**DATA TO EXAMINE**
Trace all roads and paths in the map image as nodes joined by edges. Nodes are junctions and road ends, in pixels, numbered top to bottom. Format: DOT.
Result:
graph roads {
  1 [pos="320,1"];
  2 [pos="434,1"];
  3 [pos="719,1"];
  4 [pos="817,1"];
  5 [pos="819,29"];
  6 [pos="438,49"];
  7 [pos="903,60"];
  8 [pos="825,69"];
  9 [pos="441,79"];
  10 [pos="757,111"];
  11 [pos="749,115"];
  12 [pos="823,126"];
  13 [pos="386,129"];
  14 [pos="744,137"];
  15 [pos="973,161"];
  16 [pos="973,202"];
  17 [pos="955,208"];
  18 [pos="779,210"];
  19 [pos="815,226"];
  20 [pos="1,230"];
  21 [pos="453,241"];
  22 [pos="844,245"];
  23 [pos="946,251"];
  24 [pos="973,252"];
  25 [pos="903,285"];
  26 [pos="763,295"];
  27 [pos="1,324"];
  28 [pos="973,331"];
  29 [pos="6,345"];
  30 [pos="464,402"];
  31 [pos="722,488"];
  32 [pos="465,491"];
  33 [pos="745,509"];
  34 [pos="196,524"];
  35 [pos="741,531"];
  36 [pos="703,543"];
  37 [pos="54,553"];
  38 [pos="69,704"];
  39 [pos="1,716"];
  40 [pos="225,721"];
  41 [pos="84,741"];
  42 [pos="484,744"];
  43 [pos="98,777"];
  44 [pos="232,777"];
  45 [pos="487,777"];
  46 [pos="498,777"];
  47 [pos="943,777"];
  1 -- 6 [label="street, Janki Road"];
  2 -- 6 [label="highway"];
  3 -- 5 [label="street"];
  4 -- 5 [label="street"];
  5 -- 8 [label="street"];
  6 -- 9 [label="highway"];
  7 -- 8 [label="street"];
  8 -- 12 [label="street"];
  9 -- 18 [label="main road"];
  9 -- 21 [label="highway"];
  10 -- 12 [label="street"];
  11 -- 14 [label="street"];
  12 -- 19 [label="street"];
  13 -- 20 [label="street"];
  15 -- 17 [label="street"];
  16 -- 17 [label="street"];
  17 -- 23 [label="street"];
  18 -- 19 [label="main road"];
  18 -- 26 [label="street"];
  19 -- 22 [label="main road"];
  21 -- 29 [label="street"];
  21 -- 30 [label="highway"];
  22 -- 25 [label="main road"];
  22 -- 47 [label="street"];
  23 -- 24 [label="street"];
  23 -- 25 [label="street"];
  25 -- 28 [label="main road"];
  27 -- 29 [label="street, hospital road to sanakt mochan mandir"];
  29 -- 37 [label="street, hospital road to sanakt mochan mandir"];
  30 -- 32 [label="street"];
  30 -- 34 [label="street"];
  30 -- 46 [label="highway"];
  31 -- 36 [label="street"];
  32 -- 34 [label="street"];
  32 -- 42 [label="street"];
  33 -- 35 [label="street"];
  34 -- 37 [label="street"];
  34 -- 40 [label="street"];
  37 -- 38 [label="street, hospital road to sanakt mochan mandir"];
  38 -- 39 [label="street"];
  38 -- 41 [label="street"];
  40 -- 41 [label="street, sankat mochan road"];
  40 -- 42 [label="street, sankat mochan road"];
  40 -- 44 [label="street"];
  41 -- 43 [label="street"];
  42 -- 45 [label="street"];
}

---

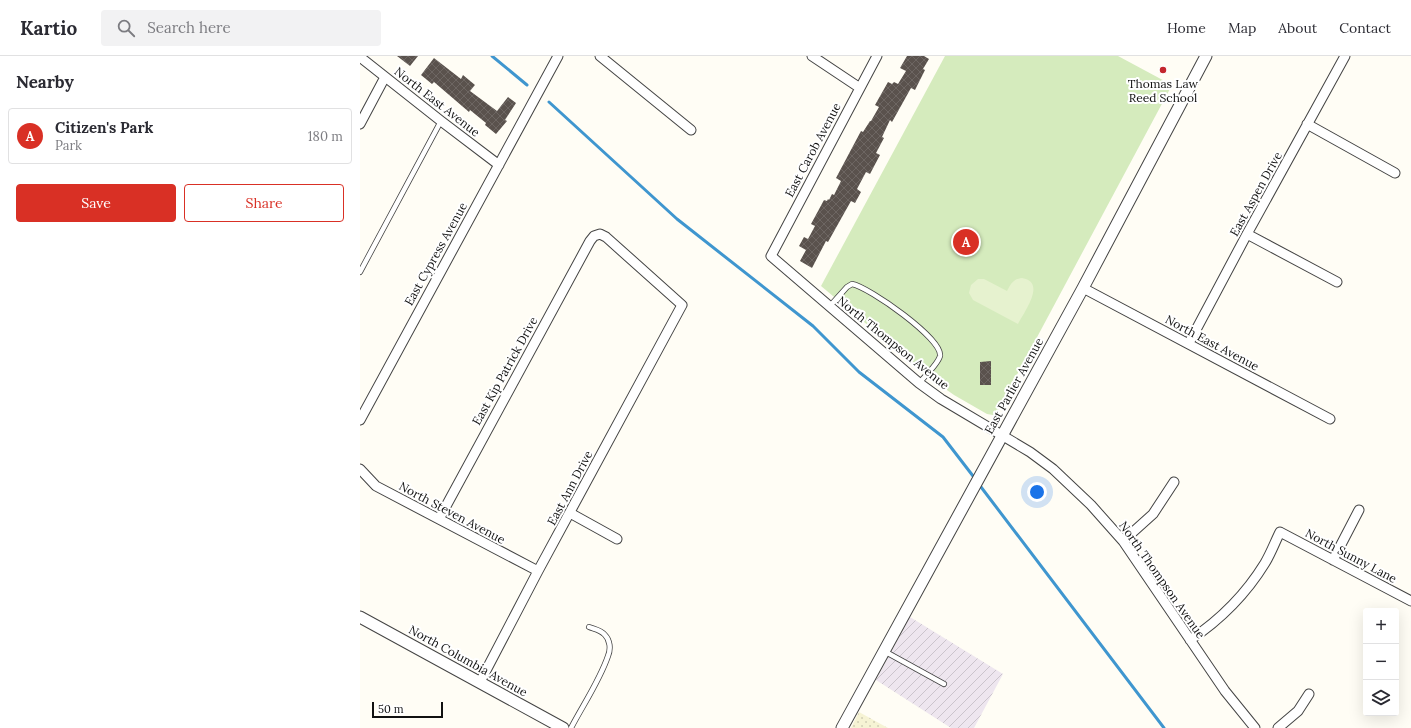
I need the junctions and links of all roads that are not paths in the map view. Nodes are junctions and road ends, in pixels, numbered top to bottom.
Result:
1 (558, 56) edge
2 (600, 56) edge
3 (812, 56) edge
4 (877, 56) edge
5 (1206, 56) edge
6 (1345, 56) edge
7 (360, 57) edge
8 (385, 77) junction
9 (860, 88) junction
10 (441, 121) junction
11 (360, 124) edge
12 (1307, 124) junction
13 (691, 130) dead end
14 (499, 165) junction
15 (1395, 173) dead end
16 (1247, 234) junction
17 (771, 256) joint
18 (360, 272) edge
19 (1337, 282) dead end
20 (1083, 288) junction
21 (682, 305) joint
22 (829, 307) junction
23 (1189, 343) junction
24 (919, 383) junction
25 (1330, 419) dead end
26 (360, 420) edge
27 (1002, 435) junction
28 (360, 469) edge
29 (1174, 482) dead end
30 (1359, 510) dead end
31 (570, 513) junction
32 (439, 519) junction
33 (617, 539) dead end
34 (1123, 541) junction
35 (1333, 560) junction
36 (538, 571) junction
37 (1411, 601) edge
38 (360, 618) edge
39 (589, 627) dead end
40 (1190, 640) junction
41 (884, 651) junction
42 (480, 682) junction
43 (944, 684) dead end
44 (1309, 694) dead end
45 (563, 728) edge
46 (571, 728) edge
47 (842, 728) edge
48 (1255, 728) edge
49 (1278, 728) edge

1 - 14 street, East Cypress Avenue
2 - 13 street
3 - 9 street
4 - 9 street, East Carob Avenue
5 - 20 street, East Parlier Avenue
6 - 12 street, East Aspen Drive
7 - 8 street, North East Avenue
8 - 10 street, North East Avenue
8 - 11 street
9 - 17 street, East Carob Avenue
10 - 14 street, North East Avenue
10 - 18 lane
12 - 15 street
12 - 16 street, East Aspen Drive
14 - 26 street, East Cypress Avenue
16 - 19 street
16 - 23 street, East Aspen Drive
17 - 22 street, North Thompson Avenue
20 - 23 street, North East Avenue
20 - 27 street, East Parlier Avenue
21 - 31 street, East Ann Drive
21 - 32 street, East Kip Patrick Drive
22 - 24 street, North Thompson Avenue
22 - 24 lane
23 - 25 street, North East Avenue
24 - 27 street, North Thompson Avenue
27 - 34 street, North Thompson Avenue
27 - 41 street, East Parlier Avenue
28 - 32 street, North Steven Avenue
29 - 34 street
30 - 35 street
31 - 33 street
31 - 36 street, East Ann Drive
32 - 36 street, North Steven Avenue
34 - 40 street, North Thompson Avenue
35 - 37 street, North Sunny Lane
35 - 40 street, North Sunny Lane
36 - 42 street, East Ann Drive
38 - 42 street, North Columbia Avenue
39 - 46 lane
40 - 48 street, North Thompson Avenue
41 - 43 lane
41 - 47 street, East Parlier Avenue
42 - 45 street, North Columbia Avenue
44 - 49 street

**THE PROBLEM**
Above are some records; copy each line there that contains "Aspen".

**ANSWER SPACE**
6 - 12 street, East Aspen Drive
12 - 16 street, East Aspen Drive
16 - 23 street, East Aspen Drive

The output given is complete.